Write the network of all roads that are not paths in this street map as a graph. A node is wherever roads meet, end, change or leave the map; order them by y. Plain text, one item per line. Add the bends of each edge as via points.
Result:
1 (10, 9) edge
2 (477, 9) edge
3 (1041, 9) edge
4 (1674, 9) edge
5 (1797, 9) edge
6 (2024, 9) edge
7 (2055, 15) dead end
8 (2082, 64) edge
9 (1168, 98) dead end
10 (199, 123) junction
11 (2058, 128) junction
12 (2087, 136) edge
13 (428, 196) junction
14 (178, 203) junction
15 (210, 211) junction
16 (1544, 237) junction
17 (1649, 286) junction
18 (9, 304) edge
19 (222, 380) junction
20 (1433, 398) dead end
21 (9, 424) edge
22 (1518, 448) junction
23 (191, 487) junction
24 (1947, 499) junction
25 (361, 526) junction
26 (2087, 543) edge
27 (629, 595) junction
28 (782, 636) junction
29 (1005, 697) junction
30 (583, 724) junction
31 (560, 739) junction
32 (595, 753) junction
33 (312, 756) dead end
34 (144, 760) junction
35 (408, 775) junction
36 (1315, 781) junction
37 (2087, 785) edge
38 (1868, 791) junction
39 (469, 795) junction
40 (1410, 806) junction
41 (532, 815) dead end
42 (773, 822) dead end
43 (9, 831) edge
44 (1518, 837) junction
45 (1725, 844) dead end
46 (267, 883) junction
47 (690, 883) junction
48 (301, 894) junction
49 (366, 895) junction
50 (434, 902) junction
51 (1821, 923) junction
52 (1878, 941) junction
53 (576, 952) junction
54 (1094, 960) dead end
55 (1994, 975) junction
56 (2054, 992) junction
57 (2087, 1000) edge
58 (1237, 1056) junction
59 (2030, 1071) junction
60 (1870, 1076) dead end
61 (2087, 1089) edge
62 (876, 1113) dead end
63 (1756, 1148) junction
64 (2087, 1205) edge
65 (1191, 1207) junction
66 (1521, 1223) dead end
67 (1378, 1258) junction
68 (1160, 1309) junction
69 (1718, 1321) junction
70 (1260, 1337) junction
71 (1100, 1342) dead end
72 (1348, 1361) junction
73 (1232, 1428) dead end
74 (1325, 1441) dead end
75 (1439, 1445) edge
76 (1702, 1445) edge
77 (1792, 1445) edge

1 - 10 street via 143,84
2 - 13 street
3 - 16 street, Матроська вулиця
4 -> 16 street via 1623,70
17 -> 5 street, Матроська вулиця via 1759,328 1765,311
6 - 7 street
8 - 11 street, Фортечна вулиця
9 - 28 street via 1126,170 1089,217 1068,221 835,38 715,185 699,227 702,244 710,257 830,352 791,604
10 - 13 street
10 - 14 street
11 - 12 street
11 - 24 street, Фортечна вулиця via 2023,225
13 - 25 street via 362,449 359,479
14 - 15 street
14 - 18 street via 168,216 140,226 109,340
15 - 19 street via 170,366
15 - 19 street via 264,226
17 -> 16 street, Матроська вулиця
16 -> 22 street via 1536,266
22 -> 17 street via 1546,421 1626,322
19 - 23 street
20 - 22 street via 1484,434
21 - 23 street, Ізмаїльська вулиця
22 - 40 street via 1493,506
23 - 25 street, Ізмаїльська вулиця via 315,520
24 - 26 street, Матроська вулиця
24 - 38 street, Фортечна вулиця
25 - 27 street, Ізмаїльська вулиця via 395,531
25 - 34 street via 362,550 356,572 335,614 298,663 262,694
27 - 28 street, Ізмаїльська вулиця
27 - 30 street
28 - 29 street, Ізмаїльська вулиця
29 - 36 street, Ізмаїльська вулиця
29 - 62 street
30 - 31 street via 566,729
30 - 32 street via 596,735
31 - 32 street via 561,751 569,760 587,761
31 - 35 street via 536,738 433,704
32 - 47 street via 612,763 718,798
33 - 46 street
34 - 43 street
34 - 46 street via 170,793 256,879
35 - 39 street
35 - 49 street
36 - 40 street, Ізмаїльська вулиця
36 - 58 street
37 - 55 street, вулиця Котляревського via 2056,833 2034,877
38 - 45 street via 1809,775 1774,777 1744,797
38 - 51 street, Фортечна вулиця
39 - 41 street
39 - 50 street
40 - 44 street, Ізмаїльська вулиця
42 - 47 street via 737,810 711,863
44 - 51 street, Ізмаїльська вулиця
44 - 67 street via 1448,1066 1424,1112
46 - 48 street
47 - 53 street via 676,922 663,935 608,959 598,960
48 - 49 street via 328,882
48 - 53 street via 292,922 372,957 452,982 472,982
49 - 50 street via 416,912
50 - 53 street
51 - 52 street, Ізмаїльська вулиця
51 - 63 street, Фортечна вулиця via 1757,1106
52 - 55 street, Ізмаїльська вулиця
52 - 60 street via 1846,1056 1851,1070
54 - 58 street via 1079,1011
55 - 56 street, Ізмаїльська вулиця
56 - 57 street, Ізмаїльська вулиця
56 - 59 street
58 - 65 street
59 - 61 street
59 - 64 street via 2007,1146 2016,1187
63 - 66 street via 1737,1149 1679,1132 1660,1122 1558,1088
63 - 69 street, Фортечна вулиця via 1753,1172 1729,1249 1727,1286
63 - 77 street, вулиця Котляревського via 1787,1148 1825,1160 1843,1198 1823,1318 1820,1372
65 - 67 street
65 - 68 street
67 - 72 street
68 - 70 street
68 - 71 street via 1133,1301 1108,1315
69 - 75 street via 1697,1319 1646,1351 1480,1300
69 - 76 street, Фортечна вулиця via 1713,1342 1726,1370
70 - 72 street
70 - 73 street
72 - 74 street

## Assignment
A word-for-word copy of the data is the expected answer.

## Exercise output
Write the network of all roads that are not paths in this street map as a graph. A node is wherever roads meet, end, change or leave the map; order them by y. Plain text, one item per line. Add the bends of each edge as via points.
Result:
1 (10, 9) edge
2 (477, 9) edge
3 (1041, 9) edge
4 (1674, 9) edge
5 (1797, 9) edge
6 (2024, 9) edge
7 (2055, 15) dead end
8 (2082, 64) edge
9 (1168, 98) dead end
10 (199, 123) junction
11 (2058, 128) junction
12 (2087, 136) edge
13 (428, 196) junction
14 (178, 203) junction
15 (210, 211) junction
16 (1544, 237) junction
17 (1649, 286) junction
18 (9, 304) edge
19 (222, 380) junction
20 (1433, 398) dead end
21 (9, 424) edge
22 (1518, 448) junction
23 (191, 487) junction
24 (1947, 499) junction
25 (361, 526) junction
26 (2087, 543) edge
27 (629, 595) junction
28 (782, 636) junction
29 (1005, 697) junction
30 (583, 724) junction
31 (560, 739) junction
32 (595, 753) junction
33 (312, 756) dead end
34 (144, 760) junction
35 (408, 775) junction
36 (1315, 781) junction
37 (2087, 785) edge
38 (1868, 791) junction
39 (469, 795) junction
40 (1410, 806) junction
41 (532, 815) dead end
42 (773, 822) dead end
43 (9, 831) edge
44 (1518, 837) junction
45 (1725, 844) dead end
46 (267, 883) junction
47 (690, 883) junction
48 (301, 894) junction
49 (366, 895) junction
50 (434, 902) junction
51 (1821, 923) junction
52 (1878, 941) junction
53 (576, 952) junction
54 (1094, 960) dead end
55 (1994, 975) junction
56 (2054, 992) junction
57 (2087, 1000) edge
58 (1237, 1056) junction
59 (2030, 1071) junction
60 (1870, 1076) dead end
61 (2087, 1089) edge
62 (876, 1113) dead end
63 (1756, 1148) junction
64 (2087, 1205) edge
65 (1191, 1207) junction
66 (1521, 1223) dead end
67 (1378, 1258) junction
68 (1160, 1309) junction
69 (1718, 1321) junction
70 (1260, 1337) junction
71 (1100, 1342) dead end
72 (1348, 1361) junction
73 (1232, 1428) dead end
74 (1325, 1441) dead end
75 (1439, 1445) edge
76 (1702, 1445) edge
77 (1792, 1445) edge

1 - 10 street via 143,84
2 - 13 street
3 - 16 street, Матроська вулиця
4 -> 16 street via 1623,70
17 -> 5 street, Матроська вулиця via 1759,328 1765,311
6 - 7 street
8 - 11 street, Фортечна вулиця
9 - 28 street via 1126,170 1089,217 1068,221 835,38 715,185 699,227 702,244 710,257 830,352 791,604
10 - 13 street
10 - 14 street
11 - 12 street
11 - 24 street, Фортечна вулиця via 2023,225
13 - 25 street via 362,449 359,479
14 - 15 street
14 - 18 street via 168,216 140,226 109,340
15 - 19 street via 170,366
15 - 19 street via 264,226
17 -> 16 street, Матроська вулиця
16 -> 22 street via 1536,266
22 -> 17 street via 1546,421 1626,322
19 - 23 street
20 - 22 street via 1484,434
21 - 23 street, Ізмаїльська вулиця
22 - 40 street via 1493,506
23 - 25 street, Ізмаїльська вулиця via 315,520
24 - 26 street, Матроська вулиця
24 - 38 street, Фортечна вулиця
25 - 27 street, Ізмаїльська вулиця via 395,531
25 - 34 street via 362,550 356,572 335,614 298,663 262,694
27 - 28 street, Ізмаїльська вулиця
27 - 30 street
28 - 29 street, Ізмаїльська вулиця
29 - 36 street, Ізмаїльська вулиця
29 - 62 street
30 - 31 street via 566,729
30 - 32 street via 596,735
31 - 32 street via 561,751 569,760 587,761
31 - 35 street via 536,738 433,704
32 - 47 street via 612,763 718,798
33 - 46 street
34 - 43 street
34 - 46 street via 170,793 256,879
35 - 39 street
35 - 49 street
36 - 40 street, Ізмаїльська вулиця
36 - 58 street
37 - 55 street, вулиця Котляревського via 2056,833 2034,877
38 - 45 street via 1809,775 1774,777 1744,797
38 - 51 street, Фортечна вулиця
39 - 41 street
39 - 50 street
40 - 44 street, Ізмаїльська вулиця
42 - 47 street via 737,810 711,863
44 - 51 street, Ізмаїльська вулиця
44 - 67 street via 1448,1066 1424,1112
46 - 48 street
47 - 53 street via 676,922 663,935 608,959 598,960
48 - 49 street via 328,882
48 - 53 street via 292,922 372,957 452,982 472,982
49 - 50 street via 416,912
50 - 53 street
51 - 52 street, Ізмаїльська вулиця
51 - 63 street, Фортечна вулиця via 1757,1106
52 - 55 street, Ізмаїльська вулиця
52 - 60 street via 1846,1056 1851,1070
54 - 58 street via 1079,1011
55 - 56 street, Ізмаїльська вулиця
56 - 57 street, Ізмаїльська вулиця
56 - 59 street
58 - 65 street
59 - 61 street
59 - 64 street via 2007,1146 2016,1187
63 - 66 street via 1737,1149 1679,1132 1660,1122 1558,1088
63 - 69 street, Фортечна вулиця via 1753,1172 1729,1249 1727,1286
63 - 77 street, вулиця Котляревського via 1787,1148 1825,1160 1843,1198 1823,1318 1820,1372
65 - 67 street
65 - 68 street
67 - 72 street
68 - 70 street
68 - 71 street via 1133,1301 1108,1315
69 - 75 street via 1697,1319 1646,1351 1480,1300
69 - 76 street, Фортечна вулиця via 1713,1342 1726,1370
70 - 72 street
70 - 73 street
72 - 74 street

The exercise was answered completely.